Par exemple, le catalogue en ligne des démarches administratives (www.service-public.fr) pourrait louer des espaces publicitaires contextuels (publicité pour un tour opérateur dans les pages voyages, pour un réseau d’agences immobilières dans les pages logement, etc.).
Les informations sur les droits de mutation détenues par l’administration fiscale, qui sont par nature une vue du marché immobilier, pourraient également être diffusées. Combinées avec les informations cadastrales, elles intéresseraient les collectivités, les professionnels de l’immobilier et, naturellement, les particuliers vendeurs ou acquéreurs. Il y a manifestement un marché pour de telles informations ou, tout du moins, pour l’audience qu’elles généreraient sur un site internet.

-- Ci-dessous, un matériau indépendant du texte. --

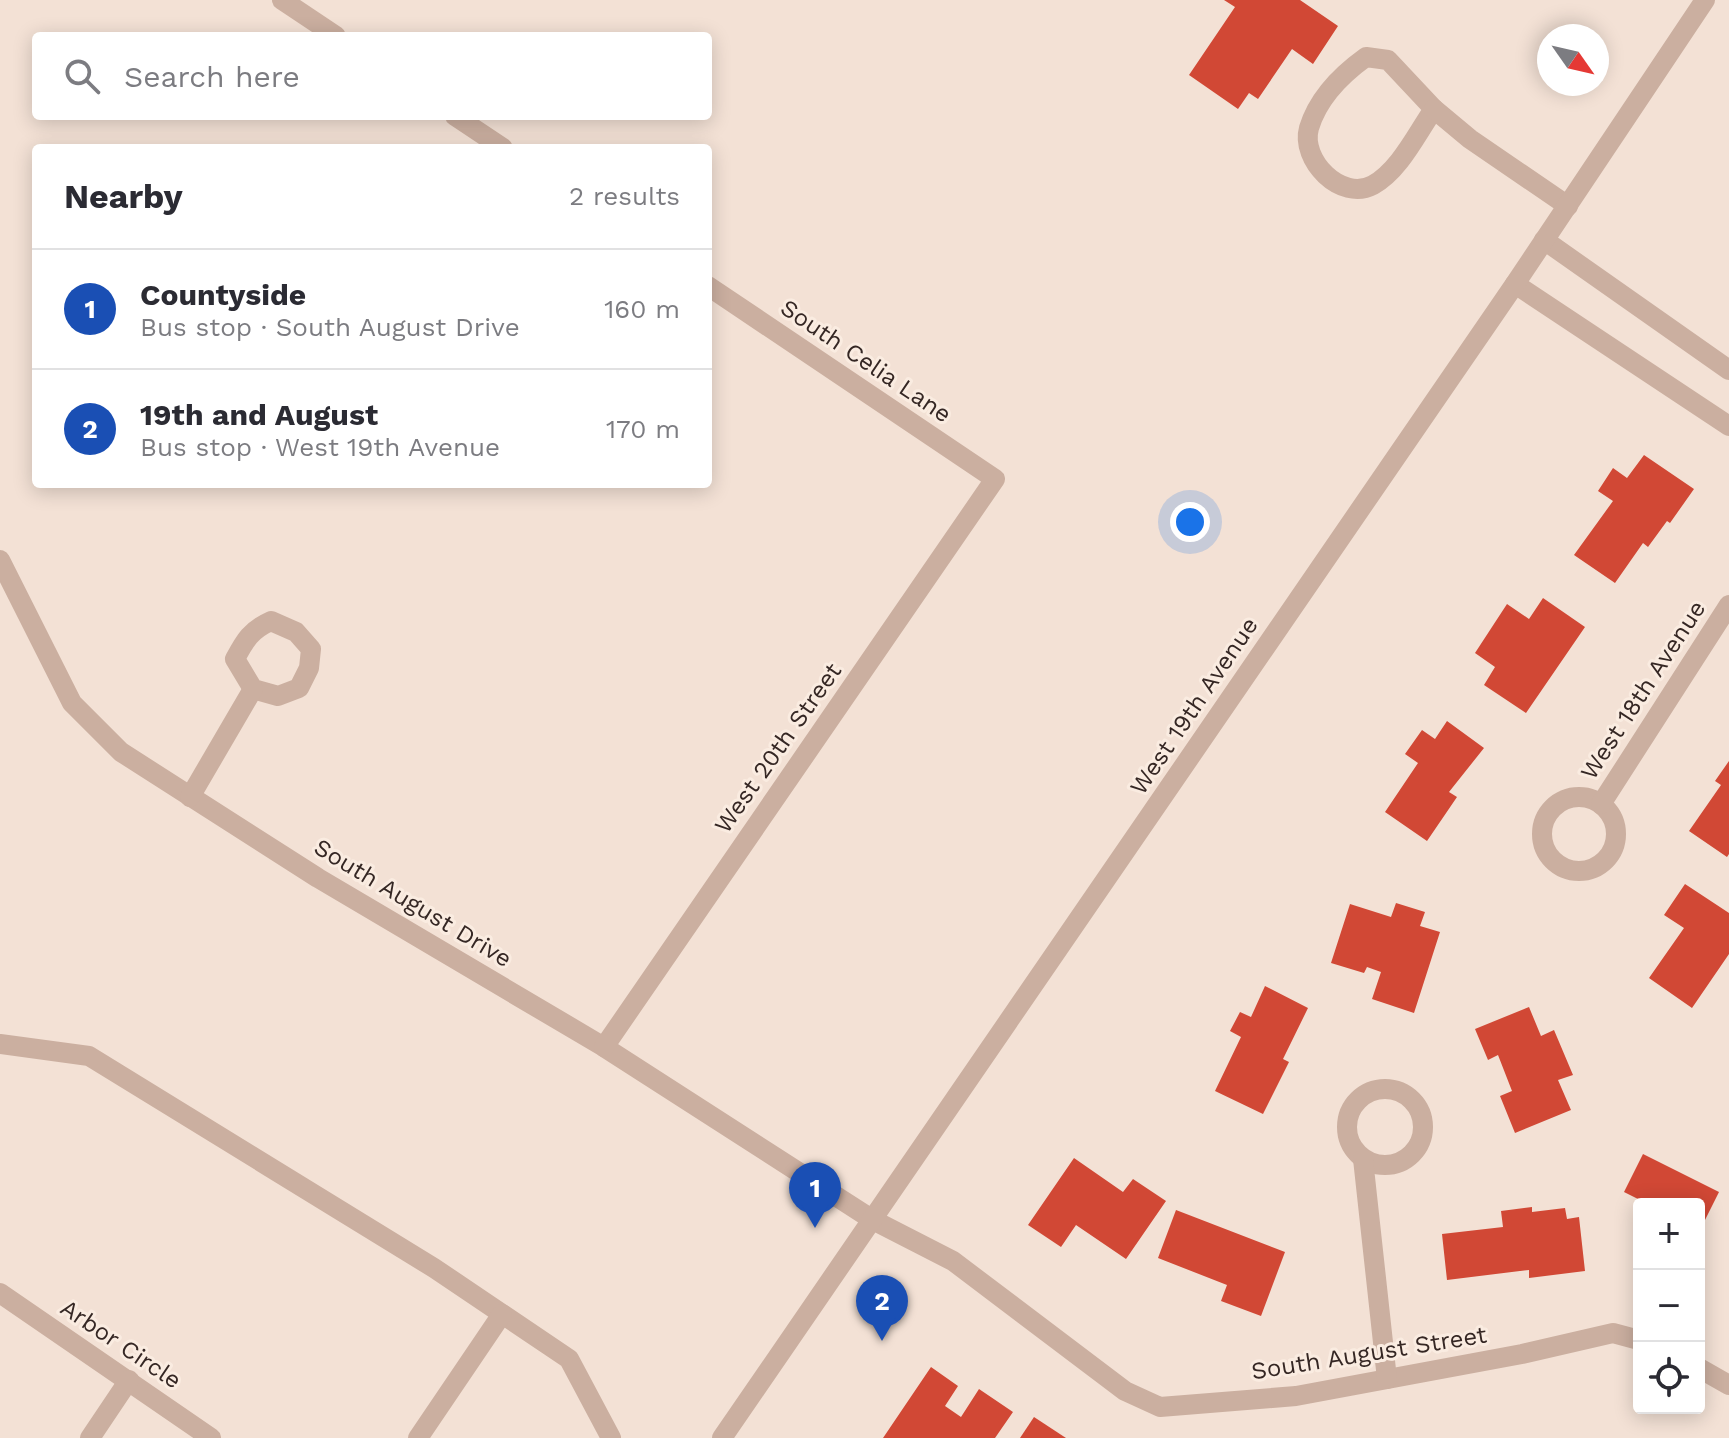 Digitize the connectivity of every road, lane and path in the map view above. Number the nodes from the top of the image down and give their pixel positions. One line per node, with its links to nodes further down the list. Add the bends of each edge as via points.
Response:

La liste, tant le système d’information de l’Etat est riche, serait trop longue à produire ici, mais il est important de comprendre que ces gisements de valeur, insoupçonnés puisque chaque administration n’est pas mandatée pour valoriser son patrimoine informationnel, constituent un capital intéressant pour développer l’économie numérique. En intervenant comme acteur de cette « nouvelle économie », l’Etat prendrait toute sa dimension stratégique.
Retour sur investissement suppose... investissement !
La valorisation des données de l’Etat passe évidemment par un investissement dans les systèmes d’information. Il s’agit de s’assurer de la qualité des données, d’en garantir l’interopérabilité sémantique (il arrive que d’une application informatique à l’autre, la même information soit codifiée différemment, ce qui en pénalise la consolidation), de regrouper, d’indexer et d’enrichir les contenus numériques ainsi constitués, d’en assurer, enfin, la diffusion et le partage. Cela a un coût, parfois faible lorsque l’histoire a bien fait les choses (données centralisées, sites internet déjà bien élaborés), parfois plus lourd (données diffuses dans plusieurs organisations, non-appréhension du caractère stratégique des systèmes d’information).
Faut-il que l’Etat investisse,
donc dépense, dans cette voie ? Faut-il nouer des partenariats
public-privé pour partager les coûts et les gains d’une telle démarche ?
Le risque, faute de stratégie nationale en matière de systèmes d’information, est peut-être de ne rien faire.